*** Opening of Data to examine ***

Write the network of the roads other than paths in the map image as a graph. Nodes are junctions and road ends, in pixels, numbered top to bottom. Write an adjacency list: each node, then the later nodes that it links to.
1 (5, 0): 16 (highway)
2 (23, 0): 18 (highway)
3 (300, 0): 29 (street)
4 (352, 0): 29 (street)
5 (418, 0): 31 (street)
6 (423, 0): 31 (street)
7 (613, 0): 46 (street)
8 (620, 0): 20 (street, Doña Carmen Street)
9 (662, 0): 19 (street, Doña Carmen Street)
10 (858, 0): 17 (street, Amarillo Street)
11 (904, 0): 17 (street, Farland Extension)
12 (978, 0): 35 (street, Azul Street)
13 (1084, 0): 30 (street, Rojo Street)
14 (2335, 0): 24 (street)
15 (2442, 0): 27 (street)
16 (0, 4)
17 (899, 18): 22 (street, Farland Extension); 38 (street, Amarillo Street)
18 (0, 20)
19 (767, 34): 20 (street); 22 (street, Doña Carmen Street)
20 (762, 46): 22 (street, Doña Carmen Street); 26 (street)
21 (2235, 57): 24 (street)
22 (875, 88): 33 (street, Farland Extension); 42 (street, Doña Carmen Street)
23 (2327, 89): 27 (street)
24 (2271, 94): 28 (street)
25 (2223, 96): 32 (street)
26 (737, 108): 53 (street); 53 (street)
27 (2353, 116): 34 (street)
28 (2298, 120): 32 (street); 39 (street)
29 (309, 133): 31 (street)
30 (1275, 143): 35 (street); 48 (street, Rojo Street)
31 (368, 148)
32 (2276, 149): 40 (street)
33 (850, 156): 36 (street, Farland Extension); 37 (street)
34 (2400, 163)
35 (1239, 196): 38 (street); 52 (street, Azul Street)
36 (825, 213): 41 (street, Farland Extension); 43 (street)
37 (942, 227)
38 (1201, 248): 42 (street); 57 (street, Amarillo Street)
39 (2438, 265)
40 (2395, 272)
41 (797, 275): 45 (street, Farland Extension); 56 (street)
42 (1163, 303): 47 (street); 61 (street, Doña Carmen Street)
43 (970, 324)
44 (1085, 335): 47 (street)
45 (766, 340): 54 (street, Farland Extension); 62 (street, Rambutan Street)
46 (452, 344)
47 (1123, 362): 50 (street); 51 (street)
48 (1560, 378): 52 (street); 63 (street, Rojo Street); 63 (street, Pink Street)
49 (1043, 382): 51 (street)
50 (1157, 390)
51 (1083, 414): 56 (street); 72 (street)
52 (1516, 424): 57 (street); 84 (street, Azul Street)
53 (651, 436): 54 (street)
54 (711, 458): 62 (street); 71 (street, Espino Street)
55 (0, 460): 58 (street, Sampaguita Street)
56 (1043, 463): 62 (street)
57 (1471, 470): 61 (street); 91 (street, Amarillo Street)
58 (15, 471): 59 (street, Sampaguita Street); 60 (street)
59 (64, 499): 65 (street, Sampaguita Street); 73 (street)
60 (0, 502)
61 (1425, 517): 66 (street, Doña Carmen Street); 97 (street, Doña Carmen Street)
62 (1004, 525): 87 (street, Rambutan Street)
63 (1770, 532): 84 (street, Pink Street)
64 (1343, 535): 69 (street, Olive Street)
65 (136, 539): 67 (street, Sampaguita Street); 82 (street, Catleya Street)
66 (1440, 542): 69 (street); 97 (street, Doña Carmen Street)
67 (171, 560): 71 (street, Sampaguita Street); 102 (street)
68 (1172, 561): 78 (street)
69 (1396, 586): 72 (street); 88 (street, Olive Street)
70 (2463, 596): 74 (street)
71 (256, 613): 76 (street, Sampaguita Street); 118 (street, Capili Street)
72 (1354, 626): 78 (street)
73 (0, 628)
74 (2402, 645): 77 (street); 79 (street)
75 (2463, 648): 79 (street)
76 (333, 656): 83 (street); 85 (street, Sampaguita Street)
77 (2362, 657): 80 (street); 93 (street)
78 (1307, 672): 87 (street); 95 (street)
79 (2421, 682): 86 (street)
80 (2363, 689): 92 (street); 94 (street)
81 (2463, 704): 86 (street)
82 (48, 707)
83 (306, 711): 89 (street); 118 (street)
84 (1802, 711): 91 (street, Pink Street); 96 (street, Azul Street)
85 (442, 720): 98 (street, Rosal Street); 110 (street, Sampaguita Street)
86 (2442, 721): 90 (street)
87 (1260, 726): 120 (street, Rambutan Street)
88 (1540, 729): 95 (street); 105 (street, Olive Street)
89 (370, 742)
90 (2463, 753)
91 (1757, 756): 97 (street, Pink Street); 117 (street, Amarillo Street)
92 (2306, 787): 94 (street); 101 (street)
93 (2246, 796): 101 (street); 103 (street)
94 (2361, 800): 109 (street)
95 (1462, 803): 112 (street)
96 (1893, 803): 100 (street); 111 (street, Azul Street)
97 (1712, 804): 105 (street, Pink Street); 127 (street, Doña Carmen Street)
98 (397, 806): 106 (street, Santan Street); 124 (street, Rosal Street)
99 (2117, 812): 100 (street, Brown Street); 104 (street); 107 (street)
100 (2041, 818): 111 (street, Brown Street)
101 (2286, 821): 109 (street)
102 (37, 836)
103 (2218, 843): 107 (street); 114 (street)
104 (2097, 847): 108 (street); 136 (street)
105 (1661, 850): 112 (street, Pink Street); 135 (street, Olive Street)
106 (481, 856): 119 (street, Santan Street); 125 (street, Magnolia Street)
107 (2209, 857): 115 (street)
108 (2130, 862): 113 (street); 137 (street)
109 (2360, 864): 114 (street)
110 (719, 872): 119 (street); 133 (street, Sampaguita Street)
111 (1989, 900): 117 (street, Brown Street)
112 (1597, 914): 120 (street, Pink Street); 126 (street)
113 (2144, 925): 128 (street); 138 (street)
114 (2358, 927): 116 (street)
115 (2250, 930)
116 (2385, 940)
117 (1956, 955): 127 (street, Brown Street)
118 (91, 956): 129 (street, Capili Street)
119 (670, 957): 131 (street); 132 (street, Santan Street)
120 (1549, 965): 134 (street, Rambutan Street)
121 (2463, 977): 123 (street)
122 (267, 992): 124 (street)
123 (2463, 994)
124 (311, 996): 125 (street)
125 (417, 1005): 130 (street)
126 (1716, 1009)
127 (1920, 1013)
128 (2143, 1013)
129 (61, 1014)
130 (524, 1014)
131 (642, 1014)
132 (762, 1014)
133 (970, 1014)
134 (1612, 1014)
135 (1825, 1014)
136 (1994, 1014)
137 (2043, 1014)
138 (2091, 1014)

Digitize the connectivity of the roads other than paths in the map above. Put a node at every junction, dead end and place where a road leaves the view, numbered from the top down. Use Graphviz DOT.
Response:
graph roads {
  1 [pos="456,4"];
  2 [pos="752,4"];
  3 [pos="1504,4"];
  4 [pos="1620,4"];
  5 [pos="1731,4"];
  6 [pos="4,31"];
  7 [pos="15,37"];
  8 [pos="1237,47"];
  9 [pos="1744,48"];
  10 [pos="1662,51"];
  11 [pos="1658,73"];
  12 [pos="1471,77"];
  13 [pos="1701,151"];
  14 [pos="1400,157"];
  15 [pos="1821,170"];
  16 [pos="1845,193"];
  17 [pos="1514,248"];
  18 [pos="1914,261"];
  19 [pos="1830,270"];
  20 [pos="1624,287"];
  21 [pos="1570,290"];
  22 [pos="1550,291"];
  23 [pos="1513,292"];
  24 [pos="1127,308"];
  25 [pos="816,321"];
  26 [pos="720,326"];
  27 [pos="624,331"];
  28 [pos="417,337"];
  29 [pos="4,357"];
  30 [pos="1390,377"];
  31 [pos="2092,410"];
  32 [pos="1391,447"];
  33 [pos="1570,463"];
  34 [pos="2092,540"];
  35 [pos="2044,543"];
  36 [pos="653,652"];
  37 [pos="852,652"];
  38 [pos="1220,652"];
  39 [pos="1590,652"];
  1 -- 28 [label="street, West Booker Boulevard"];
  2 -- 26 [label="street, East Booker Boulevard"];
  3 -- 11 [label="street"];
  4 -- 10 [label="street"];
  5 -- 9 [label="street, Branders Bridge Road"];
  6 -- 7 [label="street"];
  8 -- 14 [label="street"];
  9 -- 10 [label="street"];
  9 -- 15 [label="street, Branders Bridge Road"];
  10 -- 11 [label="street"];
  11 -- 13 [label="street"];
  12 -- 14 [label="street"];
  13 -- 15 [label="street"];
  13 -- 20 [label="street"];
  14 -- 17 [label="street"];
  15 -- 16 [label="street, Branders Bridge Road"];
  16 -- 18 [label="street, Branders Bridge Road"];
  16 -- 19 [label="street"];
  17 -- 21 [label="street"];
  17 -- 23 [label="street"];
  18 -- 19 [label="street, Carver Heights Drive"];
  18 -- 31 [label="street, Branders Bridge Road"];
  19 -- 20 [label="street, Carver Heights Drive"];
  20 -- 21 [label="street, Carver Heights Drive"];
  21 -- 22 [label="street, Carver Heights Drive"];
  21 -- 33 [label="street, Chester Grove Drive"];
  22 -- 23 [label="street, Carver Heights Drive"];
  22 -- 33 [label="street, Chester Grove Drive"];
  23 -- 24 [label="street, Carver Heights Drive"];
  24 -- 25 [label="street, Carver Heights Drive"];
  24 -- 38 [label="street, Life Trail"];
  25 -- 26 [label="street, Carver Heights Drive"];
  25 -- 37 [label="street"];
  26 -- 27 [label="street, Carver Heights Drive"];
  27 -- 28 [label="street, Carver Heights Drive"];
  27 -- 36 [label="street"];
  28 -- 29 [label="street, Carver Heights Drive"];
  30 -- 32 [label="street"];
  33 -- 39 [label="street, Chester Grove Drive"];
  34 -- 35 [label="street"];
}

*** Close of Data to examine ***

Task statement —
Using the entries above, return each line that includes the word "Heights".

Problem solution —
  18 -- 19 [label="street, Carver Heights Drive"];
  19 -- 20 [label="street, Carver Heights Drive"];
  20 -- 21 [label="street, Carver Heights Drive"];
  21 -- 22 [label="street, Carver Heights Drive"];
  22 -- 23 [label="street, Carver Heights Drive"];
  23 -- 24 [label="street, Carver Heights Drive"];
  24 -- 25 [label="street, Carver Heights Drive"];
  25 -- 26 [label="street, Carver Heights Drive"];
  26 -- 27 [label="street, Carver Heights Drive"];
  27 -- 28 [label="street, Carver Heights Drive"];
  28 -- 29 [label="street, Carver Heights Drive"];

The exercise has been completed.